WHAT TO WORK ON:
Look through the data below and extract, unchanged, the lines from the one that contains "ring dip: (924, 868)" to the one that contains "index dip: (1080, 861)", both included.

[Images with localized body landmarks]
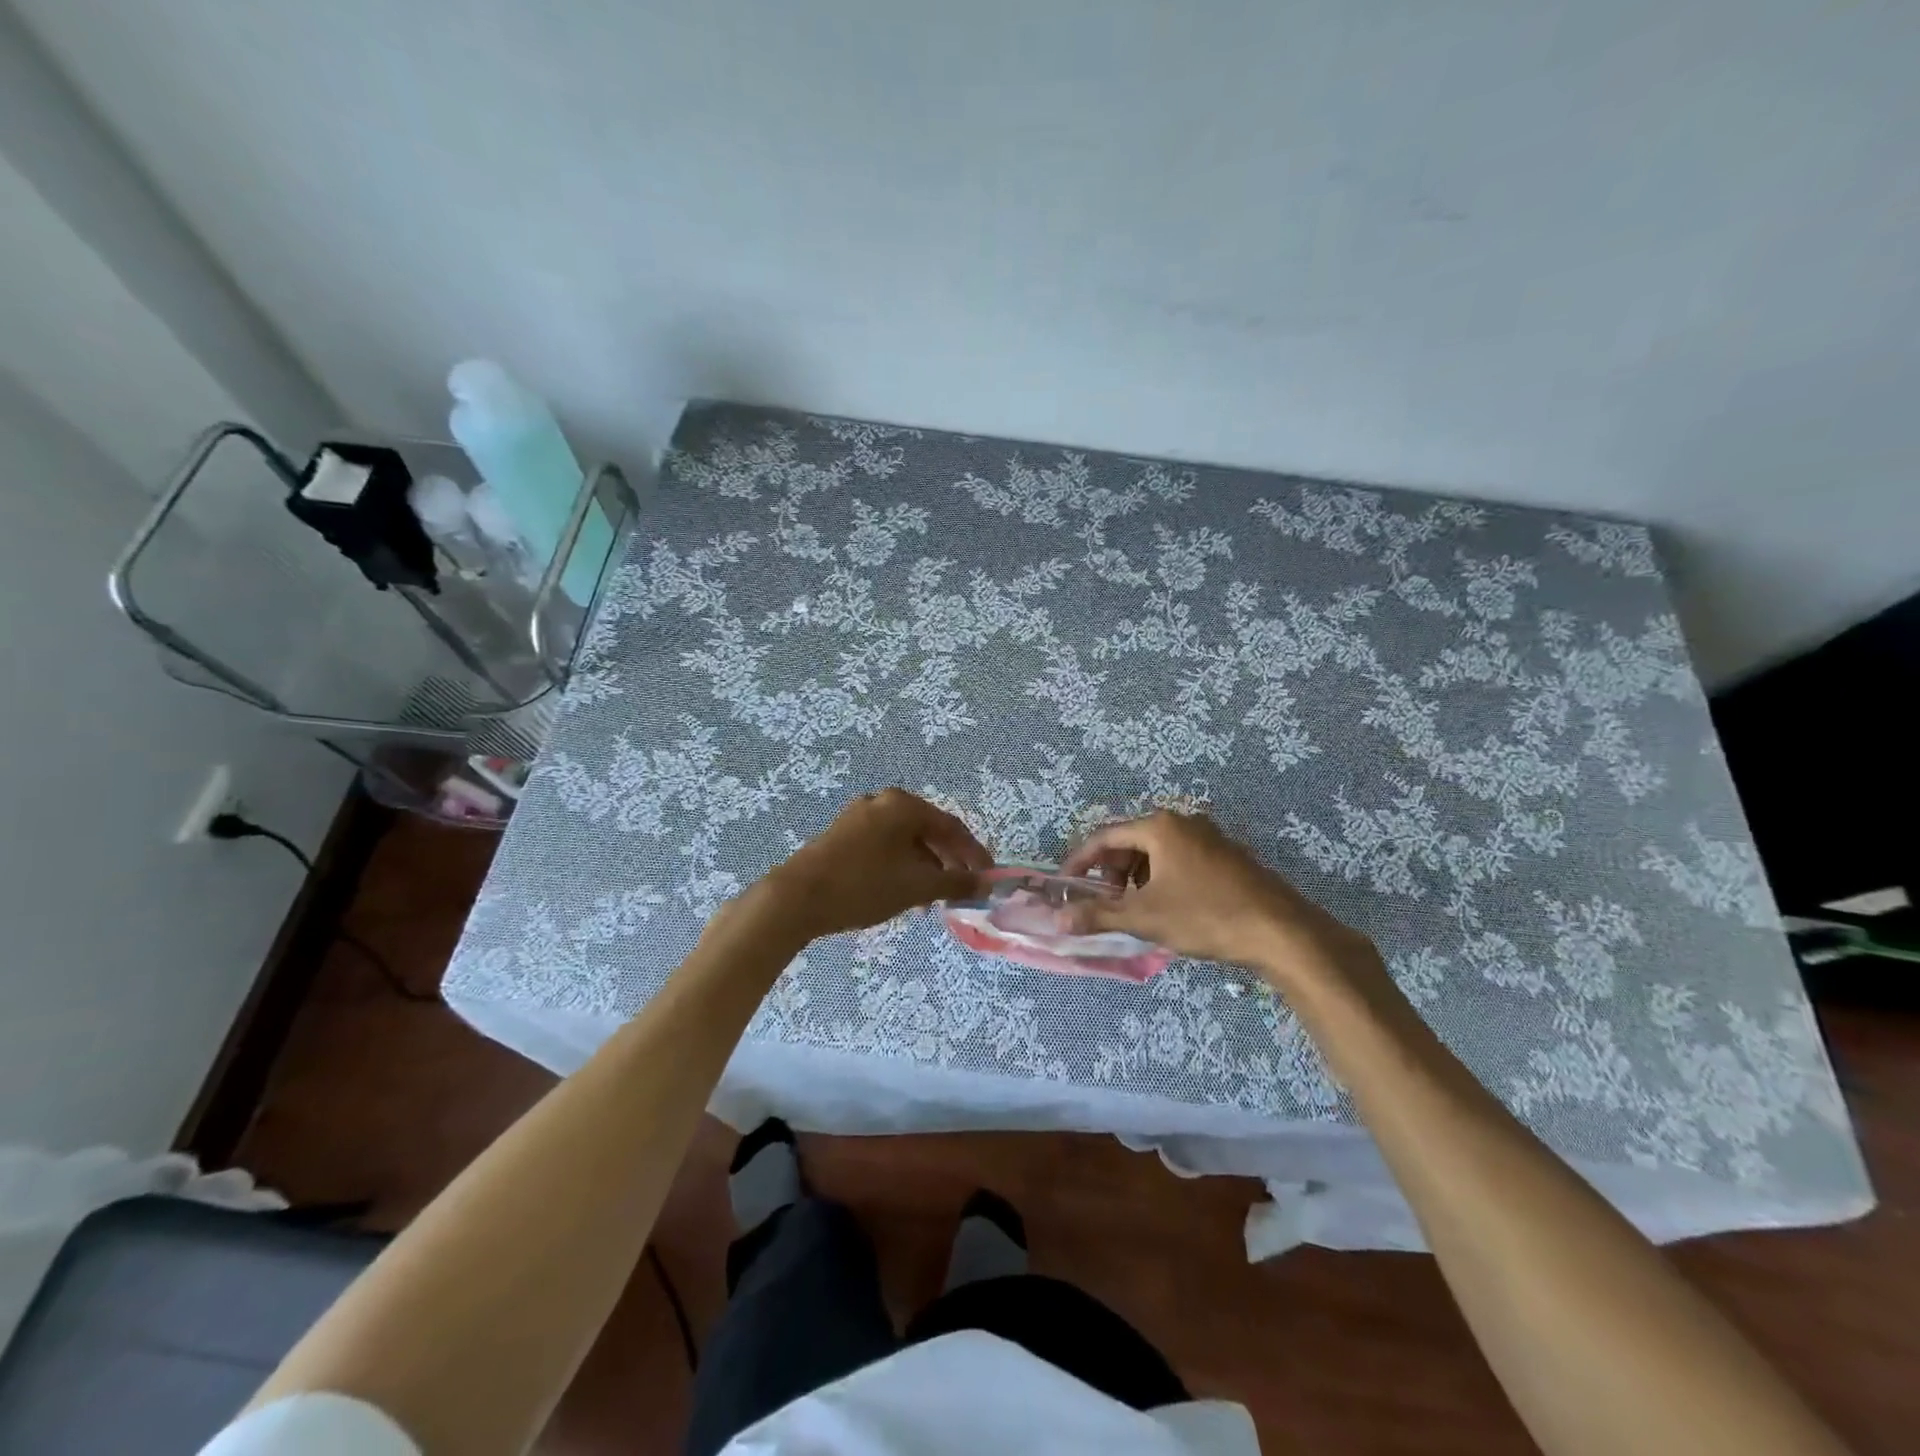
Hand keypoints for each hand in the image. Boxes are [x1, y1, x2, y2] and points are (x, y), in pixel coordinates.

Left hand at [760, 788, 991, 939]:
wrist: (796, 898)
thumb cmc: (864, 886)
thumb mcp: (916, 886)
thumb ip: (955, 883)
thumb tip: (984, 884)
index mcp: (904, 805)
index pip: (951, 827)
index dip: (974, 854)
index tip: (988, 878)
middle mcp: (882, 802)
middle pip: (928, 831)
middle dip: (948, 862)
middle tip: (961, 890)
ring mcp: (859, 816)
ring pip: (905, 842)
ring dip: (924, 868)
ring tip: (931, 900)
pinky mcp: (843, 834)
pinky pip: (884, 847)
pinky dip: (901, 867)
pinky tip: (903, 894)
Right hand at [1060, 810, 1381, 991]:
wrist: (1280, 931)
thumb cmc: (1205, 916)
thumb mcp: (1145, 917)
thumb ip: (1098, 914)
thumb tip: (1059, 919)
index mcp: (1160, 827)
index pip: (1105, 836)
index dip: (1080, 861)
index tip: (1065, 884)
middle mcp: (1183, 822)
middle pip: (1131, 841)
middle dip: (1110, 871)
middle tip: (1103, 901)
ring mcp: (1209, 837)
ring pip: (1156, 851)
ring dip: (1136, 877)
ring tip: (1135, 908)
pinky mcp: (1227, 856)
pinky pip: (1180, 859)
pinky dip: (1161, 878)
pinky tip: (1168, 908)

RESULT BELOW:
ring dip: (924, 868)
ring tip: (931, 900)
pinky mcp: (843, 834)
pinky pip: (884, 847)
pinky dip: (901, 867)
pinky tip: (903, 894)
Right hand at [1060, 810, 1381, 991]:
wrist: (1280, 931)
thumb cmc: (1205, 916)
thumb mcp: (1145, 917)
thumb ip: (1098, 914)
thumb tip: (1059, 919)
index mcp: (1160, 827)
index pip: (1105, 836)
index dip: (1080, 861)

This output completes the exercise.